There were many solid selections in the later rounds as well and the club signed all of its top 15 picks. Baseball America rated the Twins as having the best draft in 2004.
This year, Minnesota has only one first-round pick at No. 25 overall. But it will have five picks among the first 107 selections this year, mostly in the second round, as compensation for losing free agents Corey Koskie, Cristian Guzman and Henry Blanco.
Like others in the industry, Radcliff believes the 2005 draft lacks talent or depth seen in recent years -- especially in the first round.
"There's usually a dropoff every year somewhere in the middle of the first round," Radcliff said. "This year, it's pretty early. It falls off precipitously and it's hard to tell where the first-round guys are [on the board]. There are 30-40 and we've narrowed it down to six or eight."
Organizational needs are to add middle infield and catching depth. As usual, expect to see many young pitchers selected.
"We're one of the teams willing and able to take high school pitchers," Radcliff said. "We can take high school pitching all the way through. We're not afraid of them. Our player development people have the patience to work with them."
Many clubs don't have patience. Some can't resist the urge to win now and might deal prospects. Even though they endured some dark years in the late '90s, the Twins have stuck with their model of developing from within. Other clubs have begun copying the blueprints.
"We've stayed with it," Radcliff said. "We believe it has long-term benefits."
Three consecutive American League Central division championships with a shot at fourth this season is proof of that.

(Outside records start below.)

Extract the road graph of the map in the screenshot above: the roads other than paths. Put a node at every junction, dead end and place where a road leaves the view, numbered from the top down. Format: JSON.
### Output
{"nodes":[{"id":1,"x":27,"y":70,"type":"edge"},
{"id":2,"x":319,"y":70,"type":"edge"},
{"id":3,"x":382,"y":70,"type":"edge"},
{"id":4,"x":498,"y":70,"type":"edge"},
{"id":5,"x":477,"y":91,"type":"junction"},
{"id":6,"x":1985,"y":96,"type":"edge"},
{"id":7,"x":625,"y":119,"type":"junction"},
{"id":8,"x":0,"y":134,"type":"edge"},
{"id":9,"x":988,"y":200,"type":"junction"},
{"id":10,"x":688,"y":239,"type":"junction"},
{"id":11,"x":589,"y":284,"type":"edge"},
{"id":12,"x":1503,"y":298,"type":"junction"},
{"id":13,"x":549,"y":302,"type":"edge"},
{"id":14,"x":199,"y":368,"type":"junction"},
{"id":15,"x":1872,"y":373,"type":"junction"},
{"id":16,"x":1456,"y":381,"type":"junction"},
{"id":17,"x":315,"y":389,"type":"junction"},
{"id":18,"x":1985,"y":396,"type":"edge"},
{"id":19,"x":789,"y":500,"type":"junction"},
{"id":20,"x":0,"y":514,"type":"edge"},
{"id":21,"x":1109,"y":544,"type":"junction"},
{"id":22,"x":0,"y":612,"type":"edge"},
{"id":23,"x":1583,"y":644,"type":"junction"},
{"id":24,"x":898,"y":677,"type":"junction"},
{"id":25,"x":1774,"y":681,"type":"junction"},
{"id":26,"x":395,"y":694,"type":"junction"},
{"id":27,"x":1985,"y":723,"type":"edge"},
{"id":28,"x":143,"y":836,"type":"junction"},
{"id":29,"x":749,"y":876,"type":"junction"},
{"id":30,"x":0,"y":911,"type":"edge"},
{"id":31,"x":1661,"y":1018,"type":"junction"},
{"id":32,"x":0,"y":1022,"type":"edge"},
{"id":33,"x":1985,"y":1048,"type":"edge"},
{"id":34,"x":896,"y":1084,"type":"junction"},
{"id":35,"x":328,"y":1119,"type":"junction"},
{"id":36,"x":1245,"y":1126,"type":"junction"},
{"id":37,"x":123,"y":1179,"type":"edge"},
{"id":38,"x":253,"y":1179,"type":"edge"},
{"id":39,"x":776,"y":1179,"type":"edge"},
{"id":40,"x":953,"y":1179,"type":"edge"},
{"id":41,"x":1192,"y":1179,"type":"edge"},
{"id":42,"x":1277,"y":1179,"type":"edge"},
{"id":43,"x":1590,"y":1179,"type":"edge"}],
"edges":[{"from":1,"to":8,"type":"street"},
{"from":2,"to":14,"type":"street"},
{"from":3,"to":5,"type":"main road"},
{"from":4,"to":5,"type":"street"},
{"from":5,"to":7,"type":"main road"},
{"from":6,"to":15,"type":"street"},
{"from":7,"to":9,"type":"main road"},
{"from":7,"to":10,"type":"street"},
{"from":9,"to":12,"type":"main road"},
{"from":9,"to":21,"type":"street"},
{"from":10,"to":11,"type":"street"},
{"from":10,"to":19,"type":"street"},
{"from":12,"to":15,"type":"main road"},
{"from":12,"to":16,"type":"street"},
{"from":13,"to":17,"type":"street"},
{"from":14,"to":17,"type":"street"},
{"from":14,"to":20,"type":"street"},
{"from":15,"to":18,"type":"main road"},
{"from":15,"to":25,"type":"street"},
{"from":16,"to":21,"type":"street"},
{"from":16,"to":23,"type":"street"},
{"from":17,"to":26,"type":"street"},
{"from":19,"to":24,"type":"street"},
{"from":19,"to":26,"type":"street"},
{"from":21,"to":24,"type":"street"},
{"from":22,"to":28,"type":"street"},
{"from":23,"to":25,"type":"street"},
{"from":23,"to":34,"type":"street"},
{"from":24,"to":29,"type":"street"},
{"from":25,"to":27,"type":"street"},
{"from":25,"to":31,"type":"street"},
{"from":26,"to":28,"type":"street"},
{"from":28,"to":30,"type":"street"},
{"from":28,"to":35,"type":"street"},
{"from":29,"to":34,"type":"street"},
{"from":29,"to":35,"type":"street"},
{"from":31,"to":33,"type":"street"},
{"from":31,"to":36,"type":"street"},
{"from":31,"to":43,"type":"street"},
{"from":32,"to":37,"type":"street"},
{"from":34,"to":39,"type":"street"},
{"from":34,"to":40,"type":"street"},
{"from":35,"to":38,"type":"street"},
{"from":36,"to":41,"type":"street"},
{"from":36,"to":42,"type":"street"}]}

"The draft is part of it, one large part actually," Ryan said of his club's reputation. "But we wouldn't get that unless the Major League team succeeds."
TWINS DRAFT HISTORY
Although the Twins have been lauded in recent years for how well they draft, the first-round selection has been a mixed bag for Minnesota. For every first-round success like center fielder Torii Hunter (1993), third baseman Michael Cuddyer (1997) and catcher Joe Mauer (2001), there have been mistakes such as pitchers Ryan Mills (1998) and Adam Johnson (2000) and outfielder B.J. Garbe (1999).
LAST THREE TOP PICKS
Trevor Plouffe, SS, 2004, pick #20: The first of three Twins first-round picks, Plouffe signed quickly and batted .283 in 60 games at rookie-level Elizabethton. Turning 19 on June 15, Plouffe is struggling offensively so far at low Class A Beloit.
Matt Moses, 3B, 2003, pick #21: There have been some health setbacks, including a heart defect that was detected the summer he was drafted and a back injury that forced him out over three months last season. Now at high Class A Fort Myers, Moses has delivered with an excellent season to this point.
Denard Span, OF, 2002, pick #20: With his speed, the organization remains hopeful Span can become a leadoff hitter in the mold of the Marlins' Juan Pierre. Like Moses, he is off to a fantastic start with Fort Myers.
Mark Sheldon is a reporter for MLB.com. This story was not subject to the approval of Major League Baseball or its clubs.